PROVIDED RECORDS START
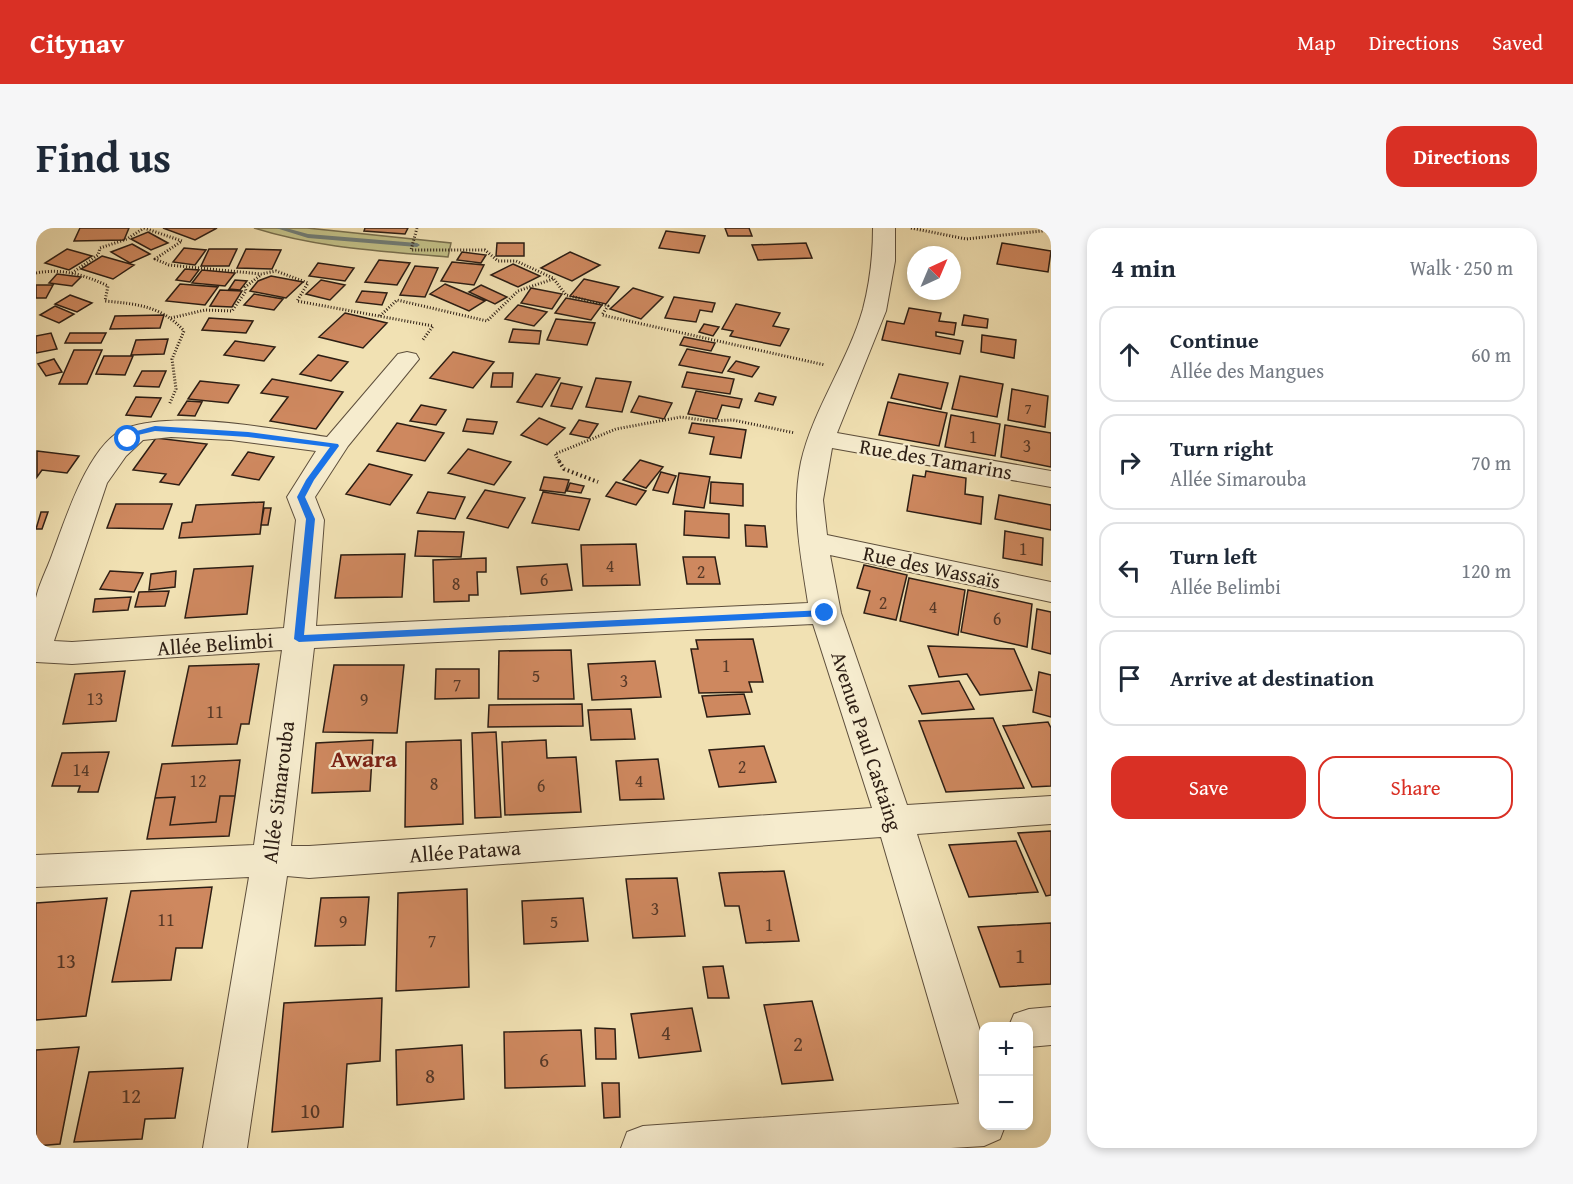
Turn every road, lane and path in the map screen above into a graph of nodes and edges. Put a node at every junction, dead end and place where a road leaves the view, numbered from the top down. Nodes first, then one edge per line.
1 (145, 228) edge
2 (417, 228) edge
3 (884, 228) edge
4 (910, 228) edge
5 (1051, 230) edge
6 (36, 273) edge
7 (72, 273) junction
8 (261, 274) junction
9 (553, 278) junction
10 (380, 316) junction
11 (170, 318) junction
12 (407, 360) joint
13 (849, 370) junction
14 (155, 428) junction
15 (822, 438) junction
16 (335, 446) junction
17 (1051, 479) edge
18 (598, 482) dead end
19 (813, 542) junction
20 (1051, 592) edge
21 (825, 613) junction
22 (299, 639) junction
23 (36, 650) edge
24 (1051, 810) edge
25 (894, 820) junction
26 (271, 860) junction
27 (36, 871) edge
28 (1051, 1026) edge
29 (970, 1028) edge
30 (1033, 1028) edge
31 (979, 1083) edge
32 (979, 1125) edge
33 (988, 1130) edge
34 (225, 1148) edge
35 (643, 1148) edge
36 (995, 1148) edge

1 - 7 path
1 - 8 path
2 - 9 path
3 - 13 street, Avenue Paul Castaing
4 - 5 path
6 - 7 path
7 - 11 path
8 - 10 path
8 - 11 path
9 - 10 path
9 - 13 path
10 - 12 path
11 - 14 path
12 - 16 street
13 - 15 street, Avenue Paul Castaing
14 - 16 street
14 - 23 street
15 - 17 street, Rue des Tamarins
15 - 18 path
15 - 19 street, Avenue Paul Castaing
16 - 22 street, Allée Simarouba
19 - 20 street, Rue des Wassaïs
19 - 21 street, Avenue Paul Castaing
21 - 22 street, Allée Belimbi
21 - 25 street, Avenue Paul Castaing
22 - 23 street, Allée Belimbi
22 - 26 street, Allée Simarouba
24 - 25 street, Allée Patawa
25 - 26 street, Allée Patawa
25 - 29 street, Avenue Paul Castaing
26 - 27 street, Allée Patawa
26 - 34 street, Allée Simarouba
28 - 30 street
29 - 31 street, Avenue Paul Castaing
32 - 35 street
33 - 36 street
PROVIDED RECORDS END
**TASK ITEM:** If a line in the entries holds the word "Castaing", count it. Report the total only.

**SOLUTION:** 7